We started off with some breaded scallops, which were excellent – plump and juicy, and served with a spumante zabalione, which was well executed, but perhaps just a little too sweet for my taste. The stuffed zucchini flowers with gorgonzola and pinenut ricotta mousse were HEAVEN, the ricotta a perfect foil for its bitey cheese counterpart.
We also tried the grilled salmon wrapped in speck, served with asparagus, and a spinach, pine nut and pea pesto, and the ragu of pork, fennel and chilli sausage with persian lentils. Beautifully presented, bursting with flavour, perfectly cooked and simply delicious.
Finishing off with dessert, Assagio hit a home run with the ‘fiore di latte cream with white chocolate and crushed pistachios, espresso and hazelnut syrup. Bellissimo.
We visited The The Pantry on Egmont for breakfast the next morning. You’ll find this quaint yet hip little place on Egmont Terrace, which runs along the railway line in Hawthorn. Filled with the sort of knick-knacks your nana would have treasured in 1973, it’s homely and funky at the same time, and our waiter was one supremely cool cat, freshly-inked and full of morning pep. Coffee was excellent, and the french toast was a work of art. Lovely vibe and great service.

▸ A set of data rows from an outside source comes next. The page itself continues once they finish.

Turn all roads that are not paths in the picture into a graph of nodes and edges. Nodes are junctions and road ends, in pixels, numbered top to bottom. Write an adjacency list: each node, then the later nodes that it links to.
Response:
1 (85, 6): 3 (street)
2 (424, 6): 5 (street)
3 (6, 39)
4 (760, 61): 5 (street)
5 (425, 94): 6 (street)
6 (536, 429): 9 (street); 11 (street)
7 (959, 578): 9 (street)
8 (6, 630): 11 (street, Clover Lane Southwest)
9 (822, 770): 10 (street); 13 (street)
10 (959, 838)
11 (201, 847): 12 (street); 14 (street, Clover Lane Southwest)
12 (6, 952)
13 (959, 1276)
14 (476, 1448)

After breakfast we had to make a detour to Bar 9, since I’d heard great things (from an Adelaide ex-pat buddy in Melbourne). The place was packed with people waiting for a table, and for takeaways. Good sign. We ordered some coffees to go, and returned the next morning for breakfast. Again, the joint was pumping, but we were seated quickly and the staff were delightful. I had the breakfast special of home-cooked baked beans with chorizo and a side of avocado. These were quite easily the best baked beans I have eaten in my life. Spicy, tasty goodness. The coffees were consistently fabulous. Definitely on the return list!

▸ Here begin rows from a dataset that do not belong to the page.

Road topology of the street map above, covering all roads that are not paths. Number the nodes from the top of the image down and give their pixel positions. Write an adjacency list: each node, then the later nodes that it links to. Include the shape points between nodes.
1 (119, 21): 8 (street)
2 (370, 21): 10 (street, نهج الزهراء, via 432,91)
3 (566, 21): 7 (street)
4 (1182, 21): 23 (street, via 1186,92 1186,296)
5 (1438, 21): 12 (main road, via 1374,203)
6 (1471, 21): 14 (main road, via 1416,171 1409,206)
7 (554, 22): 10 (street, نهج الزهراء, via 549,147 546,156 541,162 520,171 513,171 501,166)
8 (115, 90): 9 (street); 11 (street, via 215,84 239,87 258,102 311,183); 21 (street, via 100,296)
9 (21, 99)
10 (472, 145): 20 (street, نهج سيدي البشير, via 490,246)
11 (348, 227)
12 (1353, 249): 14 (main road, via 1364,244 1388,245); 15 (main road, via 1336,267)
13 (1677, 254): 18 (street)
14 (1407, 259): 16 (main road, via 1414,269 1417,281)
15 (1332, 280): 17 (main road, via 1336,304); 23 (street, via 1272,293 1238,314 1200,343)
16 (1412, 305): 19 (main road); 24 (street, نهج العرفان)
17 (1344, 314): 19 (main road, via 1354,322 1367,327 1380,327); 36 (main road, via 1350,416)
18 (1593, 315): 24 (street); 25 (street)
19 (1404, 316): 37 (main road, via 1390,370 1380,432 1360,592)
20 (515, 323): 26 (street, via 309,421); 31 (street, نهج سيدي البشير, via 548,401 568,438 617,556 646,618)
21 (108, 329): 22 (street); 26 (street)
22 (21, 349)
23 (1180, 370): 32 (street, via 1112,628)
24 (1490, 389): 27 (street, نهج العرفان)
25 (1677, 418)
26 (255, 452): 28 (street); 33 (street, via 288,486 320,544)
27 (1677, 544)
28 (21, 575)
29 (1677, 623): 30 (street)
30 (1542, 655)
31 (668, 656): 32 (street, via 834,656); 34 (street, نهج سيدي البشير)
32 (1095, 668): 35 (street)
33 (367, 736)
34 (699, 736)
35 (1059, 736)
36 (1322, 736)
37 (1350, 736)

An unexpected gem we stumbled across on the way to elsewhere was Cafe Troppo. Apparently newly-opened, sitting across from a large expanse of green on Whitmore Square, this place was so inviting with its recycled timbers, flowerboxes full of orange blooms and outdoor seating that we pulled over and stopped for lunch. A more gorgeous roasted pumpkin, spinach and risoni salad I’ve never tasted, and the coffee, if a little weak for my taste, had a great flavour.
Radelaide was full of delicious and delightful surprises. The Central Market is a haven for great local organic produce, the beautiful sandstone architecture everywhere is ridiculously photogenic, and we encountered great coffee and service everywhere we went. Can’t wait to come back!